Teonni Key s’est démarqué dans un maillot de football à manches longues de style vintage associé à un simple pantalon plissé noir. Kiki Rice, ancienne vedette de l’UCLA, l’a mélangé avec un ensemble assorti de la marque streetwear Rivington roi Rebis, tandis que Julie Allemand a opté pour la voie plus formelle avec un costume bordeaux porté sans chemise habillée. Le smoking canadien délavé à l’acide de Brittney Sykes (celui-ci associé à une chemise et une cravate) s’est clairement démarqué, et Temi Fagbenle a remporté le titre de la tenue la plus aventureuse de la soirée avec un corset bleu à motif cachemire porté sur une chemise blanche.

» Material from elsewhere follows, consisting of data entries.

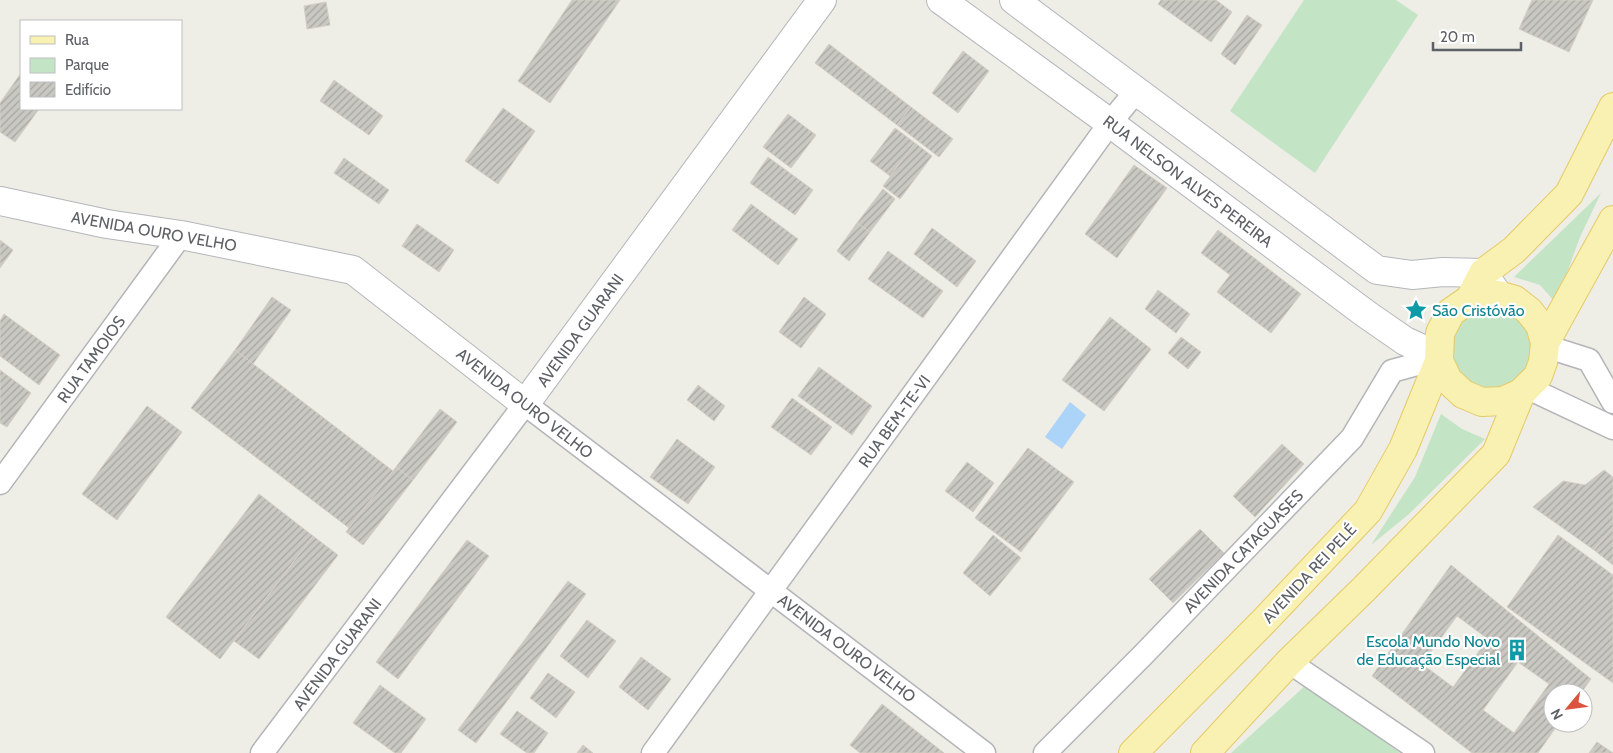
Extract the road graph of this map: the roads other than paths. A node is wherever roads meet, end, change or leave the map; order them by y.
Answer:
1 (822, 0) edge
2 (941, 0) edge
3 (1014, 0) edge
4 (1137, 90) junction
5 (1613, 107) edge
6 (1110, 123) junction
7 (0, 201) edge
8 (1613, 220) edge
9 (181, 235) junction
10 (1491, 284) junction
11 (1545, 344) junction
12 (1439, 358) junction
13 (1525, 391) junction
14 (1613, 402) edge
15 (525, 404) junction
16 (1613, 428) edge
17 (0, 483) edge
18 (771, 590) junction
19 (1289, 662) junction
20 (262, 753) edge
21 (653, 753) edge
22 (984, 753) edge
23 (1045, 753) edge
24 (1133, 753) edge
25 (1205, 753) edge
26 (1423, 753) edge

1 - 15 street, AVENIDA GUARANI
2 - 6 street, RUA NELSON ALVES PEREIRA
3 - 4 street
4 - 6 street, RUA BEM-TE-VI
4 - 10 street
5 - 10 main road, AVENIDA REI PELÉ
6 - 12 street, RUA NELSON ALVES PEREIRA
6 - 18 street, RUA BEM-TE-VI
7 - 9 street, AVENIDA OURO VELHO
8 - 11 main road
9 - 15 street, AVENIDA OURO VELHO
9 - 17 street, RUA TAMOIOS
10 - 11 main road
10 - 12 main road, AVENIDA REI PELÉ
11 - 13 main road
11 - 14 street
12 - 13 main road
12 - 23 street, AVENIDA CATAGUASES
12 - 24 main road, AVENIDA REI PELÉ
13 - 16 street
13 - 19 main road
15 - 18 street, AVENIDA OURO VELHO
15 - 20 street, AVENIDA GUARANI
18 - 21 street, RUA BEM-TE-VI
18 - 22 street, AVENIDA OURO VELHO
19 - 25 main road
19 - 26 street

Aucun style ne définit le tunnel du Tempo. Le vestiaire regorge de sensibilités diverses qui ne manqueront pas d’émerger pleinement au fil de la saison. Plus important que n’importe quelle équipe, cependant, c’est l’alchimie de l’équipe, qui était évidente lors de leur premier match.
Alors que le Tempo a finalement perdu par trois points face aux Washington Mystics, l’équipe de Toronto s’en est sortie en force, faisant une entrée audacieuse tant sur le terrain qu’en dehors.